──────── GIVEN INFORMATION

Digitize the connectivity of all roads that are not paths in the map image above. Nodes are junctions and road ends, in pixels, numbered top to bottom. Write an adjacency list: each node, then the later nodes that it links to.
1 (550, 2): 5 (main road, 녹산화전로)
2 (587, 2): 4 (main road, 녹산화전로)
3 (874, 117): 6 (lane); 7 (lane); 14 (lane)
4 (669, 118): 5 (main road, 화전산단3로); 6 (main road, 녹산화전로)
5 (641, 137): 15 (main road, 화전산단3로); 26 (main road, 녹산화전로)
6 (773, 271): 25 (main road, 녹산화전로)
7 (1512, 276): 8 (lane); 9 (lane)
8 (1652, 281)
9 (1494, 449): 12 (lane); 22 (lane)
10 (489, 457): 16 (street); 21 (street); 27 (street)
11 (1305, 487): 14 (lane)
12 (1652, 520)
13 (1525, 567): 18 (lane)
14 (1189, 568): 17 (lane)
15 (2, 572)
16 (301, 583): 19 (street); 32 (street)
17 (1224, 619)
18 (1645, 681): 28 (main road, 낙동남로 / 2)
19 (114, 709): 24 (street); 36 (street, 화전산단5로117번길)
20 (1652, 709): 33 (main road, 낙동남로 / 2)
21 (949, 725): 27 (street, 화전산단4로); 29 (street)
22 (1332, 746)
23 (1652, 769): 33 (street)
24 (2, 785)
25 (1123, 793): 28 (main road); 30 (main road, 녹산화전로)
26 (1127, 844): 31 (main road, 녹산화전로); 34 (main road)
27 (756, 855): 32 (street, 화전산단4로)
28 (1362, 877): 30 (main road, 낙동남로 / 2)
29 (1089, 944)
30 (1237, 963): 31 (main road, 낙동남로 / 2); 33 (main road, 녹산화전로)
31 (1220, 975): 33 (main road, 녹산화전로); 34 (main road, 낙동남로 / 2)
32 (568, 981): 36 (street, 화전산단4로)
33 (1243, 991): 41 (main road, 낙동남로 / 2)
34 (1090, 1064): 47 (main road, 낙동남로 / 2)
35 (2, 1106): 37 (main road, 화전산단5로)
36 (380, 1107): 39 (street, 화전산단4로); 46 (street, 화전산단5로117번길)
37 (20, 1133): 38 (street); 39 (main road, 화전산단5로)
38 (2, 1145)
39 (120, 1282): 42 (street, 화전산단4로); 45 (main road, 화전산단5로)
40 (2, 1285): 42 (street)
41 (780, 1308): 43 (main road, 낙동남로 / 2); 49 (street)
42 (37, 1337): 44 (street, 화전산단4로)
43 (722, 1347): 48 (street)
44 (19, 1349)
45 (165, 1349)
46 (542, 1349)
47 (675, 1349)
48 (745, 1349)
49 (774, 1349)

────────────────
──────── GIVEN INFORMATION

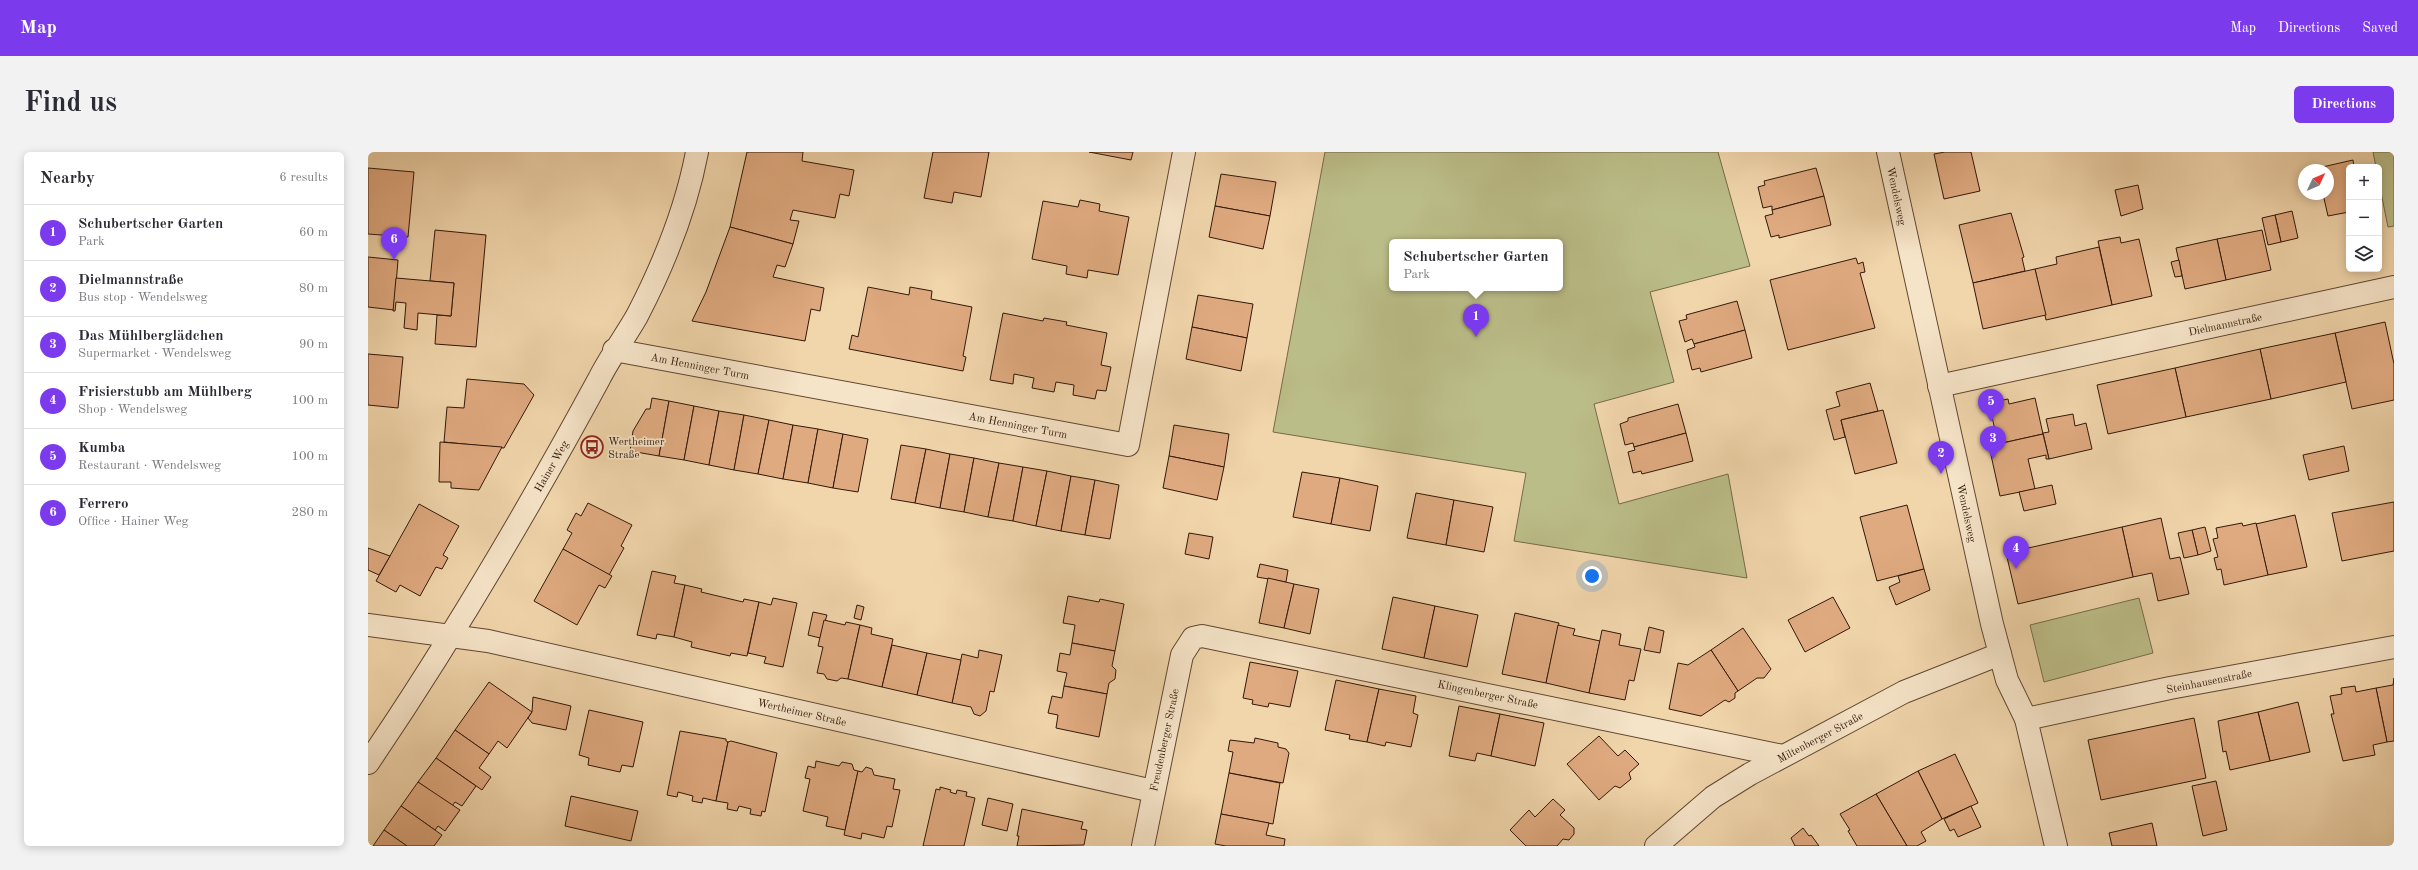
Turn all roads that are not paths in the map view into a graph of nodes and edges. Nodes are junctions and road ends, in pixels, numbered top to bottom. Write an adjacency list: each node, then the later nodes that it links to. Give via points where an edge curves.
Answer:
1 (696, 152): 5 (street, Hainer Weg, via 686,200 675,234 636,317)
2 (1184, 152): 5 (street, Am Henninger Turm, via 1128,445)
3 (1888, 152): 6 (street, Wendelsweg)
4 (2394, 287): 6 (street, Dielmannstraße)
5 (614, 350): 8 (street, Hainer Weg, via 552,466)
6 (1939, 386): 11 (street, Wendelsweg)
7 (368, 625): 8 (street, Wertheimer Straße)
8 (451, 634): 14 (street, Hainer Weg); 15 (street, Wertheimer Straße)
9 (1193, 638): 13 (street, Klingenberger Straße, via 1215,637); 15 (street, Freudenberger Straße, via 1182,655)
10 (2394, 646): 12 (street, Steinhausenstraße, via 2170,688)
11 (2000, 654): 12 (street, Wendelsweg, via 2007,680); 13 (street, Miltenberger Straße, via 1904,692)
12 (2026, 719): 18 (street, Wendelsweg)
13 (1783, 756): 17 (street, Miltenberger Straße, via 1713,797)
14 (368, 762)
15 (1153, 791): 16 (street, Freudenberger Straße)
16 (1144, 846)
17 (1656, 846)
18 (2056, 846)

────────────────
──────── GIVEN INFORMATION

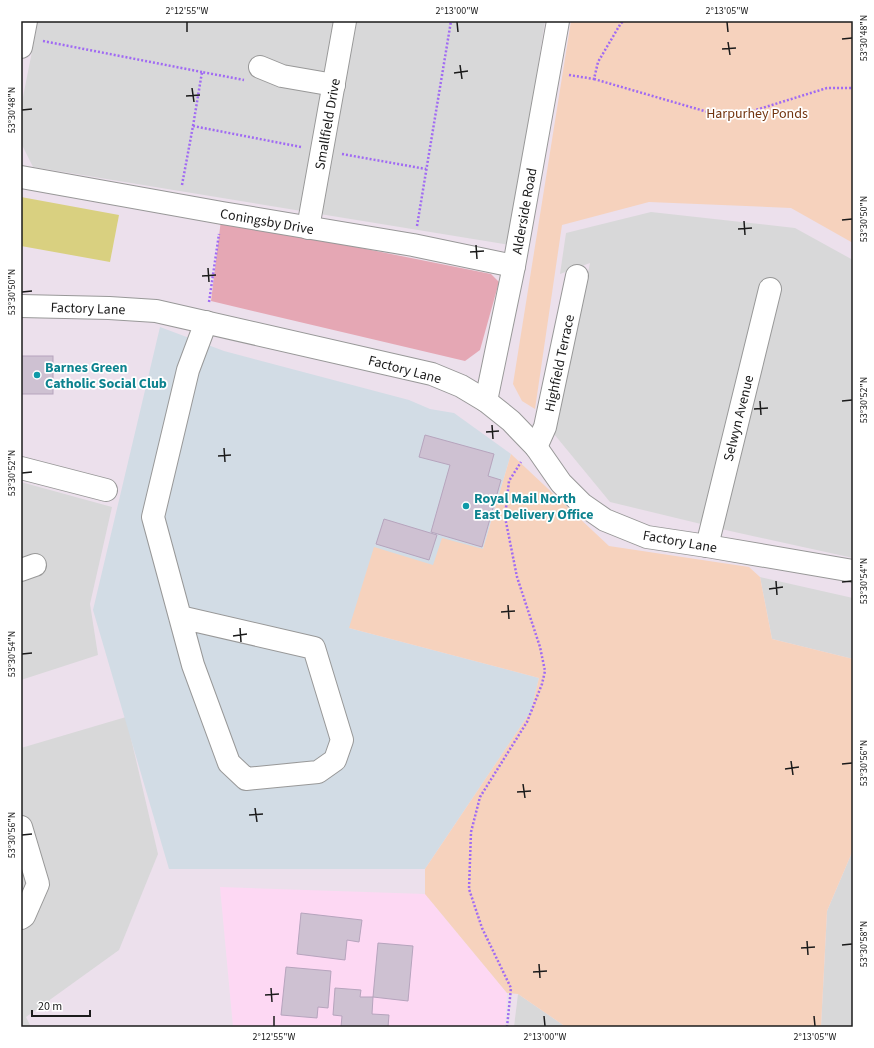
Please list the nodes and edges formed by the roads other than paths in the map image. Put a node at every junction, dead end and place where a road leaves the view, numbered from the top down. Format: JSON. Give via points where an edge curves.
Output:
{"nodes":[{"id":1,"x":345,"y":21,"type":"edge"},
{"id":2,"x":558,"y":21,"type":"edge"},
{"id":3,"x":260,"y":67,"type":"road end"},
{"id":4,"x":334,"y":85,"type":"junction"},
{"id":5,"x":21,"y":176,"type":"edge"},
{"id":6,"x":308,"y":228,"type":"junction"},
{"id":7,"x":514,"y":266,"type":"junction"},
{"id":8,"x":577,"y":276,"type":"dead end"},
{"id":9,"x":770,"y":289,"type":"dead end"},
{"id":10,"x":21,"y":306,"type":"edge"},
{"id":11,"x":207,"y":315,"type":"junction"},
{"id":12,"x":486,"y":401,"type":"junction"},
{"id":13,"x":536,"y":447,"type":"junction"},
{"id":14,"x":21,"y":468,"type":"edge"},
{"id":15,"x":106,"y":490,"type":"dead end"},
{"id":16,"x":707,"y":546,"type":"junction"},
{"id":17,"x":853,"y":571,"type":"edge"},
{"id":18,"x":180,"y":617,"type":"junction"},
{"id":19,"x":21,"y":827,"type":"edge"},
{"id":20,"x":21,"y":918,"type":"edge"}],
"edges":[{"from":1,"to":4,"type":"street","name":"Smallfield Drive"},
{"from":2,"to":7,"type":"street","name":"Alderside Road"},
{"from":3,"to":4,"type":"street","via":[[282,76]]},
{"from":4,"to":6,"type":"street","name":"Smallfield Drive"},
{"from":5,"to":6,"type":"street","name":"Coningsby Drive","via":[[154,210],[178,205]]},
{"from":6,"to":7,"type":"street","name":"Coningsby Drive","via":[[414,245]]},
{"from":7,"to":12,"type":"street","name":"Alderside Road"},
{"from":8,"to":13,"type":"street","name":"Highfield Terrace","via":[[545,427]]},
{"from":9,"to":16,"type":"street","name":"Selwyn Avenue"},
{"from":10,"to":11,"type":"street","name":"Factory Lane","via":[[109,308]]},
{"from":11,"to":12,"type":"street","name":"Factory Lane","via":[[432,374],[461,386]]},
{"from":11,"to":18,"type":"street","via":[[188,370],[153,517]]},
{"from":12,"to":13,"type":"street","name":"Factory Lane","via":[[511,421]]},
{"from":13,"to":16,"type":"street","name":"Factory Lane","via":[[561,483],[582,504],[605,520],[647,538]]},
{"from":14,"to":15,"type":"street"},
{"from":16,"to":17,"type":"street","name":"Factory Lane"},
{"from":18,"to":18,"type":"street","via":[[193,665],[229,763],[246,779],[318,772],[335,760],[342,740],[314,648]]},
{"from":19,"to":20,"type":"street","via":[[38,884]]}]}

────────────────

Tell how many lines above include "where", and add no other text.

2